Hillsborough Stadium Disaster Led to Deaths of 96 Soccer Fans — Facts about the Sport Tragedy
In 1989, a tragedy at a British soccer stadium took the lives of 96 people at once, and tens of others were left hospitalized. Here are some fast facts about the Hillsborough Disaster.
It was a normal April day in 1989 when Liverpool and Nottingham Forest geared up to play a match against each other at the Hillsborough Stadium in Sheffield, England.
Over 50,000 people eagerly gathered at the venue. The Liverpool fans were trying to enter the venue before the kickoff, so the police opened an exit gate.
WHAT REALLY HAPPENED
Without a moment's delay, people poured in through the gate, desperate to go inside. Eventually, over 3,000 fans were funneled into a standing-room area with a capacity of merely 1,600.

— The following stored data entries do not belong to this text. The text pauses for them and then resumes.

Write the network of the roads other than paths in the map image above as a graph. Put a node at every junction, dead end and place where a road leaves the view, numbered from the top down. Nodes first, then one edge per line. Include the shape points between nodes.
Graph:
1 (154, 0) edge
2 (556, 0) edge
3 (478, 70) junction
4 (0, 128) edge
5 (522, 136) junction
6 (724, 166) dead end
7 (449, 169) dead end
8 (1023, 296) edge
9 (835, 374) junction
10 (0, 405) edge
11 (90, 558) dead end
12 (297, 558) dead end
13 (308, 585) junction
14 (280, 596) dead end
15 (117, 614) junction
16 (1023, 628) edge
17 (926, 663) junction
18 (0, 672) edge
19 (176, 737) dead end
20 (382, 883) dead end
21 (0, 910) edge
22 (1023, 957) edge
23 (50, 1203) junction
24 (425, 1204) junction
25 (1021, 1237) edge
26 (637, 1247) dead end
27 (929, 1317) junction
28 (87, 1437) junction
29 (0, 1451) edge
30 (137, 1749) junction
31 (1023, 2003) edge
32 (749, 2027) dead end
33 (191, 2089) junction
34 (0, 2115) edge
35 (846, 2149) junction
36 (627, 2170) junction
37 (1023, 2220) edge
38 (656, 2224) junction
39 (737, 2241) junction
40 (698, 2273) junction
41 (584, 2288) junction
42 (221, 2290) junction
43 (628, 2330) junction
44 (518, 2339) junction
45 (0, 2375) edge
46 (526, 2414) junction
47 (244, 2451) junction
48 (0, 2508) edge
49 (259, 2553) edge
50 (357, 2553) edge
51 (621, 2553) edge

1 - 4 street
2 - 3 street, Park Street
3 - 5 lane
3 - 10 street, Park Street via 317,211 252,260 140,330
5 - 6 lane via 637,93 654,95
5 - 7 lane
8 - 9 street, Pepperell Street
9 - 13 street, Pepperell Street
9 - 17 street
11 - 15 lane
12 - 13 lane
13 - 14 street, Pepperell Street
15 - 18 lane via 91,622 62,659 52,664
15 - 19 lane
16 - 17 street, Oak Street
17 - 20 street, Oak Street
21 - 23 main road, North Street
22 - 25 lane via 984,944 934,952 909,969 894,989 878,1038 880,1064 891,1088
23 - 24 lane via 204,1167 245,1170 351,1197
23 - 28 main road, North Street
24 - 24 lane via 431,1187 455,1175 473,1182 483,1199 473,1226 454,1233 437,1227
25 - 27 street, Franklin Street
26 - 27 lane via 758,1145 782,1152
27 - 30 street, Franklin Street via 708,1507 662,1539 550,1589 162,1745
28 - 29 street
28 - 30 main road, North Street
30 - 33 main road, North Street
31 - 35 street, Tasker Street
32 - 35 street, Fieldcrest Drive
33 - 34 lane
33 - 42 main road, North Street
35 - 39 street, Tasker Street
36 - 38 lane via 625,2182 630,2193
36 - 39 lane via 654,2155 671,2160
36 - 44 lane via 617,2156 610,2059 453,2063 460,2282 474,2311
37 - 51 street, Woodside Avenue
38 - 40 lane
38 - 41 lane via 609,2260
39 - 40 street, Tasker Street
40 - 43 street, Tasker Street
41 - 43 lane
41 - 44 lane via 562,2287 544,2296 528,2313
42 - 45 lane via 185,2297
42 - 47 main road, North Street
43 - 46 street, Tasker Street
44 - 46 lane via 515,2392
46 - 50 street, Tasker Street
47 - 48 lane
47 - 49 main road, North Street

The game was stopped after six minutes due to the obvious crush in the stands. The police initially thought it to be an attempt by the rowdy fans to surge into the field.
PEOPLE WERE SUFFOCATING
Upon approaching the stands, the police realized that the people were actually suffocating and trying to escape. Many were dead, and the ones who were alive or dying were struggling to break free.
The victims were stepped over by those who were stronger and could climb onto the human heap to get out. It was a devastating sight to behold, and there was nothing much the spectators could do.
THE SLOW EMERGENCY RESPONSE
According to a 2012 follow-up investigation, the emergency response was slow, and the problems were reportedly rooted in the lack of communication between the police and the ambulance dispatchers.
Police Supervisor David Duckenfield was in charge of public safety.
FANS DID EVERYTHING TO HELP
In an attempt to help each other out, fans tore up the pieces of advertisement boards and created makeshift stretchers. Some carried the injured spectators away from the throngs, while others attempted to save the fallen.
Even though people were inexperienced, they tried everything from mouth-to-mouth resuscitation to cardiac massage to revive the victims, but to no avail. After a painfully slow 30 minutes, the organizers finally called the medical staff.
Police Supervisor David Duckenfield was in charge of public safety. He initially lied about how the Liverpool fans forced the exit gate open but later revealed the truth.
In 1990, Duckenfield retired, admitting he was not the best man for the job that day. He did not initiate the department's major incident plan for mass casualty disasters. To this day, nobody has been held responsible for those 96 deaths.